U.K. televised leaders' debate will be a first

http://www.cbc.ca/arts/media/story/2010/04/01/pm-debate-britain.html

If Prime Minister Gordon Brown throws down the gauntlet for a British
election next week, as most observers expect, the stage will be set
for the first televised debates between British leaders in history.

Fifty years after John F. Kennedy and Richard Nixon first faced off on
TV, Britons have never witnessed a televised debate among potential
prime ministers.

It's a strange anomaly for the U.K., usually thought of as media
savvy, Guardian columnist and BBC host Steve Hewlett said in an
interview with Q, CBC's cultural affairs show.

"It's not that the leaders have never appeared on television. In the
course of elections they would appear on television and be
interviewed, sometimes probingly, about the issues, but they've never
actually appeared together," Hewlett said on Thursday.

The problem has been that the leaders of every British party have
never all agreed to a debate — and the ones in favour of the idea
always backed out when faced with an empty chair.

Usually it's the ruling party that decides it won't participate,
Hewlett said. But well ahead of any election that must be called in
the coming year, Brown's government decided it had nothing to lose and
agreed to participate in televised debates.

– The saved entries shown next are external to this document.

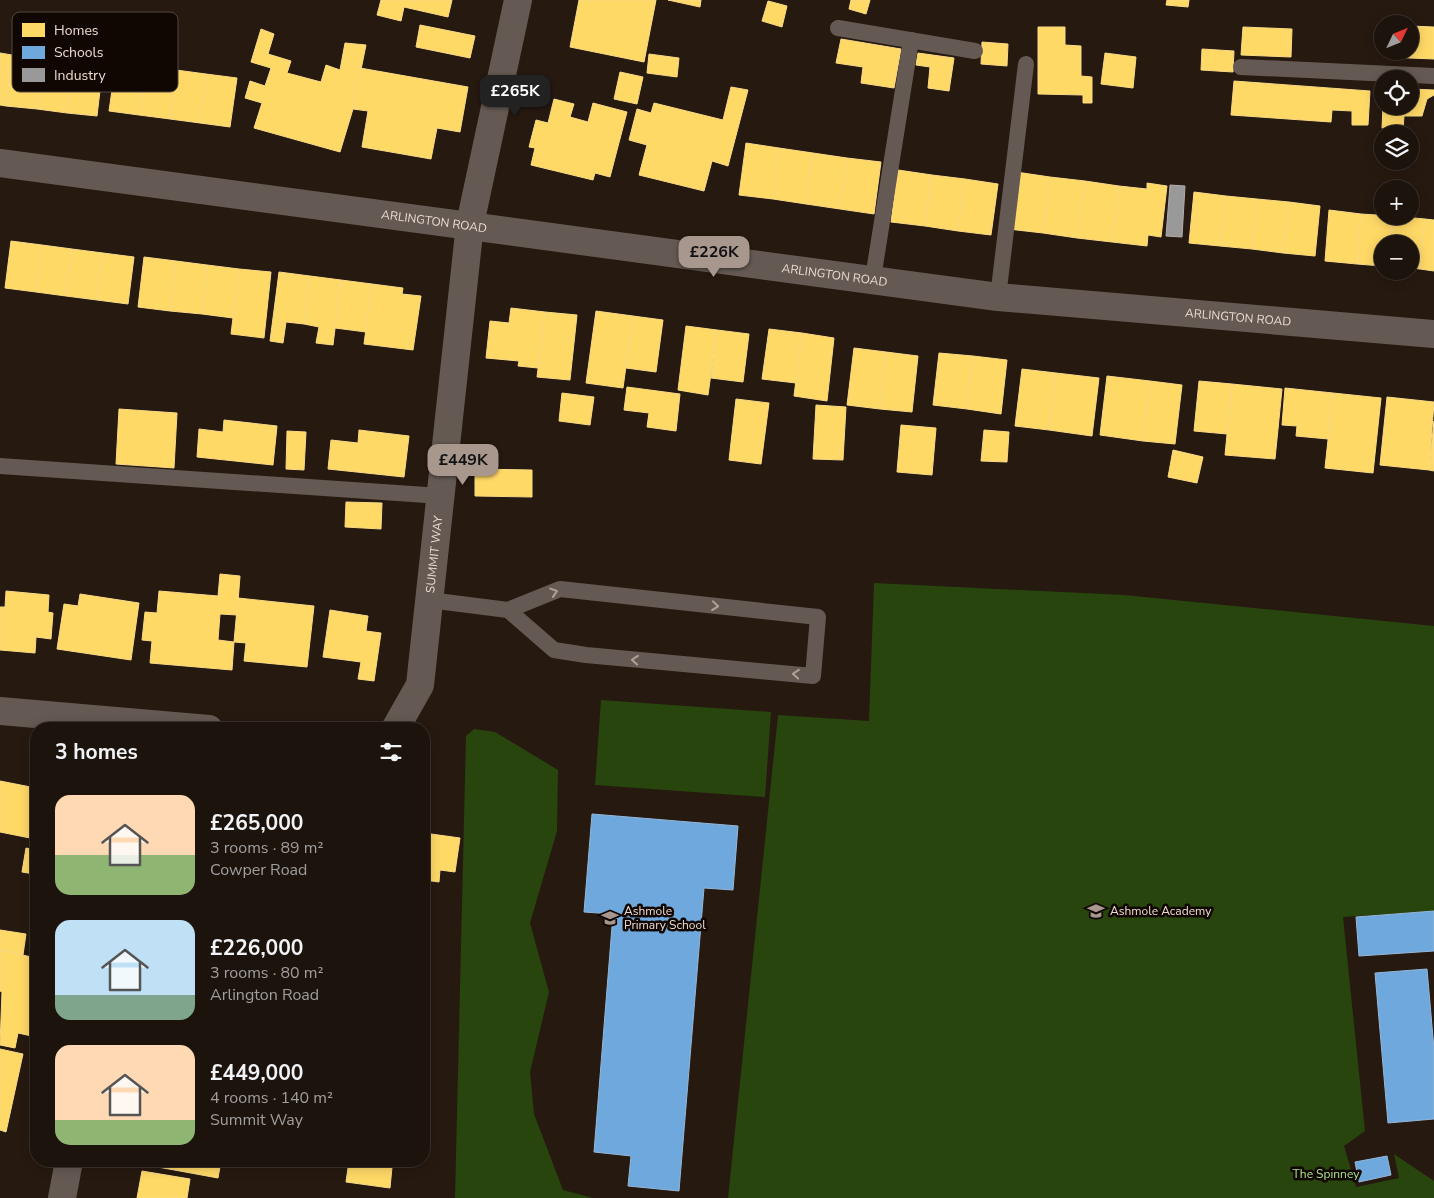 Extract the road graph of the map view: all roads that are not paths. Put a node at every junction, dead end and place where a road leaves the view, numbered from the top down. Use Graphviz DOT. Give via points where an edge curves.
graph roads {
  1 [pos="518,0"];
  2 [pos="838,28"];
  3 [pos="911,40"];
  4 [pos="975,51"];
  5 [pos="1026,65"];
  6 [pos="1242,67"];
  7 [pos="1434,76"];
  8 [pos="0,163"];
  9 [pos="470,224"];
  10 [pos="873,278"];
  11 [pos="998,296"];
  12 [pos="1434,334"];
  13 [pos="0,466"];
  14 [pos="441,496"];
  15 [pos="429,600"];
  16 [pos="508,610"];
  17 [pos="0,711"];
  18 [pos="111,722"];
  19 [pos="399,722"];
  20 [pos="68,1167"];
  21 [pos="62,1198"];
  1 -- 9 [label="street, SUMMIT WAY"];
  2 -- 3 [label="lane"];
  3 -- 4 [label="lane"];
  3 -- 10 [label="lane"];
  5 -- 11 [label="lane"];
  6 -- 7 [label="lane"];
  8 -- 9 [label="street, ARLINGTON ROAD"];
  9 -- 10 [label="street, ARLINGTON ROAD"];
  9 -- 14 [label="street, SUMMIT WAY"];
  10 -- 11 [label="street, ARLINGTON ROAD"];
  11 -- 12 [label="street, ARLINGTON ROAD"];
  13 -- 14 [label="lane"];
  14 -- 15 [label="street, SUMMIT WAY"];
  15 -- 16 [label="lane"];
  15 -- 19 [label="street, SUMMIT WAY" via="420,685"];
  16 -- 16 [label="lane, one-way" via="560,589 818,617 813,676 554,650"];
  17 -- 18 [label="street"];
  20 -- 21 [label="street"];
}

"The government of Gordon Brown was so unpopular that three or four
months ago there was a virtual certainty — everybody, including them,
accepted they were going to lose," Hewlett said.

At first glance Brown, a taciturn Scot, would seem to have little
advantage in a televised debate over the younger, media-savvy
Conservative Leader David Cameron.

Yet even before calling an election, the Labour Party has agreed to
three leaders' debates.

There's a different dynamic in this election because of the MP
expenses scandal last year and the economic recession, Hewlett said.

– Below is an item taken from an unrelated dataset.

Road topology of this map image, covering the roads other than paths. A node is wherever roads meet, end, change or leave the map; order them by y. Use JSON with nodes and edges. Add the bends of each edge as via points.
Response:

"Britain, like much of the world, is in an economic mess. There's a
huge deficit. Normally in an election the leaders are trying to outdo
each other in what they are willing to spend to persuade us to vote
their way," he said.

"This one is rather odd because they're doing the opposite. They're
competing over who is the most prudent."

As for the British public, they're keen to see a public call to
account for the expenses scandal, which showed sometimes gross misuse
of the expenses system by MPs from both sides of the House.

"The weather has changed and there is an expectation of transparency
which television should be part of. I don't think most British voters
believe that television is going to tell them something they don't
really know," Hewlett said.

However Britons will likely tune in for the novelty, he said, adding
"secretly people hope that someone will put a foot in it."

There have been months of negotiations leading up to the debates, on
everything from who stands where, to how much time they will have to
speak, to who gets broadcast rights.

There will be three leaders involved in the prime ministerial debate —
Brown, Cameron and Liberal Democrat Nick Clegg.

The Welsh and Scottish national parties have been left out, because
they're unlikely to form a national government, but they have
negotiated debates in their own parts of the country.

On Monday night, 1.6 million Britons tuned in for a warmup debate —
between the Chancellor of the Exchequer Alistair Darling and two men
hoping to take his job after this election.

Liberal Democrat Vince Cable ended up looking good in that skirmish,
as he occupied a spot in the middle as a kind of intervenor between
the squabbling Labour and Conservative candidates.

The Liberal Democrats have no chance of forming a government, Hewlett
said. He believes televised debates will ultimately not greatly affect
the election outcome.

"The internet, digital interactive media will be more significant over
the next five years than this debate," he said.